The four suspects were brought to an anti-terrorism court in Karachi under tight security, with hundreds of police surrounding the area. The defendants include alleged mastermind of the kidnapping plot, Ahmed Omar Sheikh, the British-born Islamic militant best known as Sheikh Omar.

Chief Prosecutor Raja Qureshi presented the charges before the judge. He says these charges carry a normal death penalty.

"We have filed the prosecution evidence in the case of the prosecution, and now the court has to examine what the prosecution proposes to produce on record, where after a charge will be framed by the court," said Mr. Qureshi.

Wall Street Journal reporter Daniel Pearl was abducted in Karachi on January 23 while he was investigating links between Pakistani militants and terror mastermind Osama bin Laden. His death was confirmed last month, after his kidnappers released a video tape showing his gruesome murder. Mr. Pearl's body has never been found.
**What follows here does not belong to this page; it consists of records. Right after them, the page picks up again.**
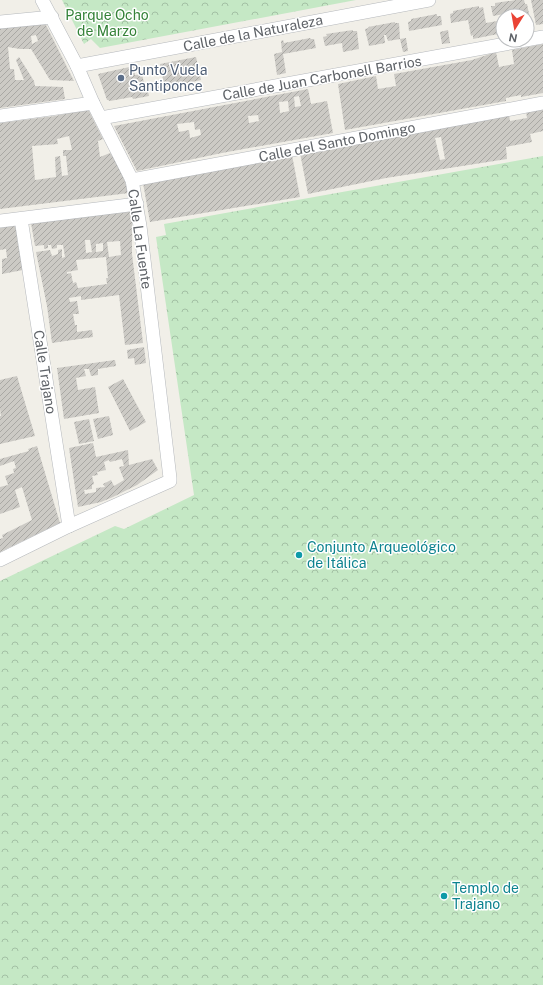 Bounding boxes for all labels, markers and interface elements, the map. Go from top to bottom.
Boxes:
park label: Parque Ocho de Marzo [65,7,149,39]
north arrow [495,8,535,48]
street label: Calle de la Naturaleza [182,12,324,54]
text: N [508,31,518,45]
street label: Calle de Juan Carbonell Barrios [221,53,423,103]
place label: Punto Vuela Santiponce [129,62,207,94]
marker: Punto Vuela Santiponce [116,73,126,83]
street label: Calle del Santo Domingo [257,119,417,165]
street label: Calle La Fuente [125,188,155,290]
street label: Calle Trajano [30,329,60,415]
place label: Conjunto Arqueológico de Itálica [307,539,456,571]
marker: Conjunto Arqueológico de Itálica [294,550,304,560]
place label: Templo de Trajano [452,880,519,912]
marker: Templo de Trajano [439,891,449,901] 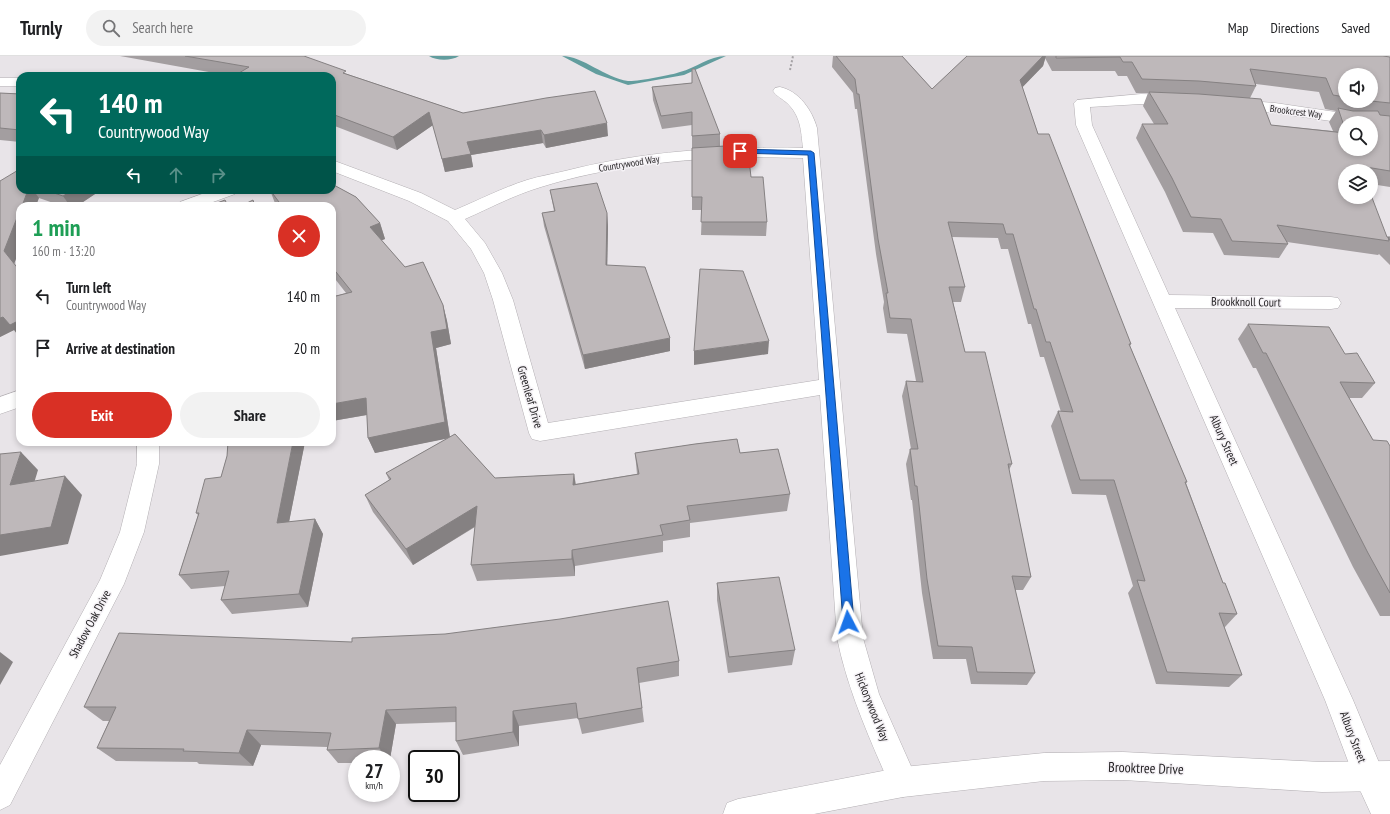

Pakistan's Chief Prosecutor Qureshi says that the court in Karachi is scheduled to convene again on March 29, when it will decide whether there is enough evidence to indict the four suspects and begin a formal trial.

"The material which the prosecution proposes to bring on record is the circumstantial evidence, evidence in relation to the kidnapping of the deceased and the video cassette," he explained, "which reflects the horrifying pictures of the deceased being slaughtered."

Mr. Qureshi says that seven other people named as co-conspirators in the case remain at large.

U.S. federal agents are helping Pakistani investigators in the Pearl case. Washington is also is seeking extradition of the accused leader of the kidnapping, Sheikh Omar, who has been indicted in the United States. The Pakistani government says it will consider any the U.S. extradition request only after completing its own judicial process in Pearl case.

Pakistan has earned the hostility of Islamic militants at home by supporting the U.S.-led war on terrorism in Afghanistan, and by cracking down on hardline religious extremists in the country. Mr. Pearl's kidnapping is widely seen as a reaction to the policy of the government of President Pervez Musharraf.